The output should be every line below that includes the word "road".

------------------------------------------------------------

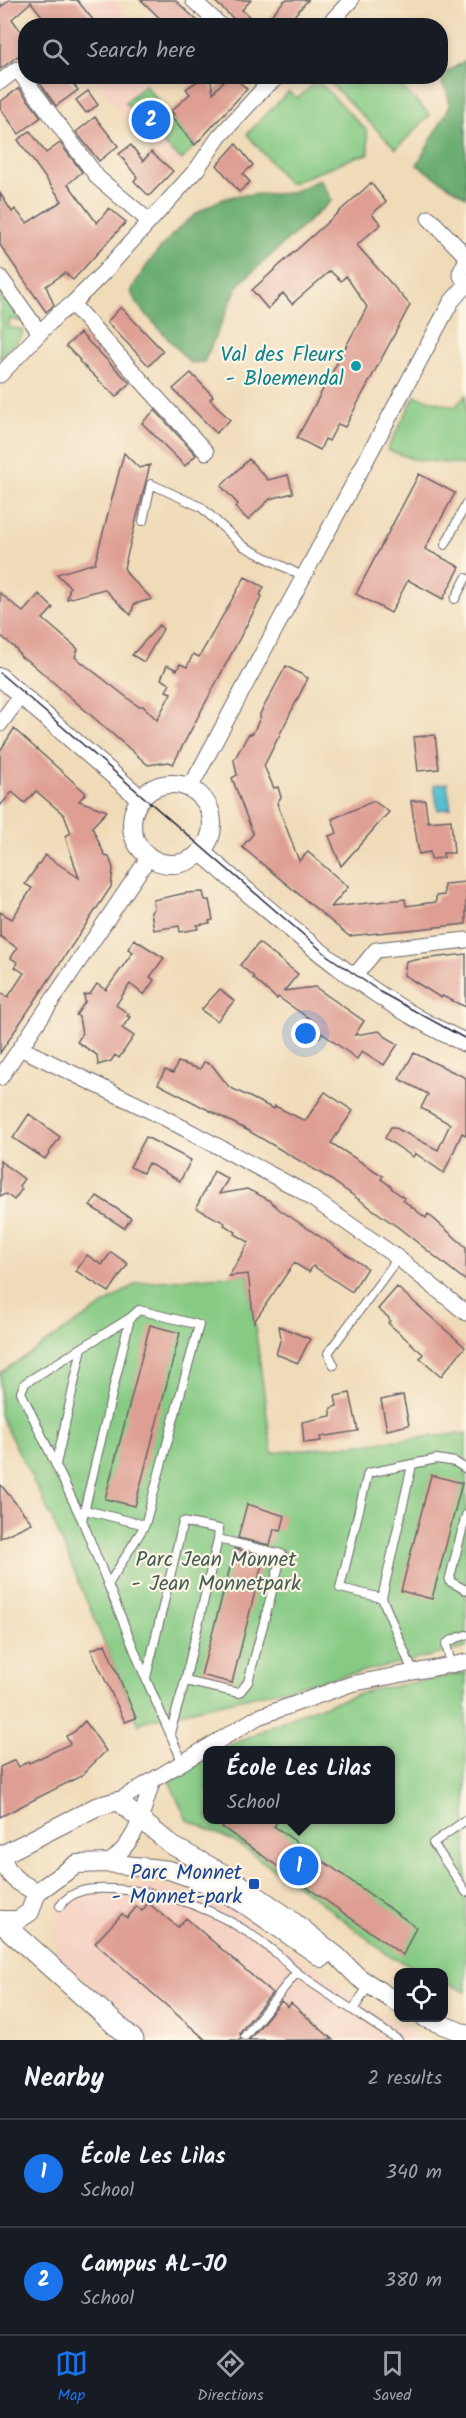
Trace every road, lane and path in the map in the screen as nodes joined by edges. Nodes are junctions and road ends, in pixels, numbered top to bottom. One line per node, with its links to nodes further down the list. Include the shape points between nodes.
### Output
1 (193, 0): 3 (street)
2 (351, 0): 4 (street)
3 (212, 18)
4 (334, 18)
5 (18, 68): 6 (street)
6 (0, 82)
7 (33, 84): 10 (street, via 98,178)
8 (269, 84): 10 (street)
9 (429, 218): 11 (street)
10 (149, 221): 15 (street)
11 (466, 256)
12 (466, 261): 14 (street, via 460,273)
13 (0, 277): 16 (street)
14 (466, 286): 22 (street, via 451,302)
15 (72, 304): 16 (street); 18 (street)
16 (40, 333): 17 (street)
17 (0, 375)
18 (206, 452)
19 (466, 504): 21 (lane)
20 (143, 521): 22 (lane, via 151,484 201,507 243,546)
21 (445, 545)
22 (304, 577): 28 (street)
23 (466, 578): 24 (lane)
24 (455, 599)
25 (0, 678): 26 (street)
26 (21, 695): 27 (street); 29 (street)
27 (0, 724)
28 (190, 788): 29 (street, via 169,784 154,788); 30 (street, via 207,804 212,822 209,839)
29 (141, 799): 31 (street, via 132,828 137,843)
30 (201, 852): 31 (street, via 174,864); 33 (street)
31 (149, 857): 35 (street)
32 (466, 940): 33 (street, via 376,950)
33 (353, 978): 34 (street)
34 (466, 1043)
35 (20, 1048): 36 (street); 37 (street, via 233,1152 300,1190)
36 (0, 1078)
37 (398, 1258): 38 (street); 41 (lane, via 328,1353)
38 (466, 1313)
39 (130, 1318): 40 (lane); 45 (lane); 48 (lane, via 139,1310 199,1325)
40 (82, 1348): 42 (lane); 42 (lane, via 26,1383 21,1392)
41 (334, 1365)
42 (56, 1465): 47 (lane)
43 (412, 1465): 44 (lane, via 455,1461); 52 (lane); 52 (lane, via 368,1473 340,1588)
44 (466, 1469)
45 (85, 1510): 47 (lane); 48 (lane)
46 (466, 1515): 51 (lane, via 449,1581)
47 (82, 1520): 50 (lane)
48 (146, 1525): 50 (lane)
49 (218, 1539): 56 (lane, via 219,1529 183,1522); 57 (lane); 57 (lane, via 282,1554 248,1682 239,1693)
50 (108, 1585): 56 (lane)
51 (466, 1590)
52 (382, 1598): 55 (lane)
53 (466, 1635): 54 (lane, via 446,1644)
54 (459, 1663): 55 (street)
55 (413, 1672): 59 (street, via 351,1684 258,1717)
56 (146, 1679): 58 (lane)
57 (185, 1681): 58 (lane)
58 (170, 1733): 61 (lane)
59 (208, 1746)
60 (203, 1749): 61 (street)
61 (182, 1761): 62 (street)
62 (153, 1780): 63 (street); 64 (street)
63 (118, 1801): 64 (street); 66 (street, via 96,1807)
64 (140, 1818): 67 (street, via 123,1852); 73 (street, via 173,1846 230,1877 289,1918)
65 (466, 1820): 69 (lane, via 433,1842)
66 (1, 1855): 68 (street, via 5,1869 18,1883)
67 (108, 1863): 68 (street, via 77,1864); 73 (street, via 169,1870 210,1884)
68 (37, 1892): 71 (street, via 30,1912 18,1920)
69 (466, 1892)
70 (60, 1906): 72 (lane, via 77,1891 98,1888 167,1895 230,1921)
71 (0, 1921): 79 (main road)
72 (297, 1972): 75 (lane); 78 (lane)
73 (364, 1981): 74 (street); 75 (lane)
74 (394, 2000)
75 (353, 2010): 80 (lane)
76 (435, 2022): 77 (street)
77 (466, 2034)
78 (245, 2036)
79 (133, 2040)
80 (398, 2040)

------------------------------------------------------------

• Answer for this exercise
Trace every road, lane and path in the map in the screen as nodes joined by edges. Nodes are junctions and road ends, in pixels, numbered top to bottom. One line per node, with its links to nodes further down the list. Include the shape points between nodes.
71 (0, 1921): 79 (main road)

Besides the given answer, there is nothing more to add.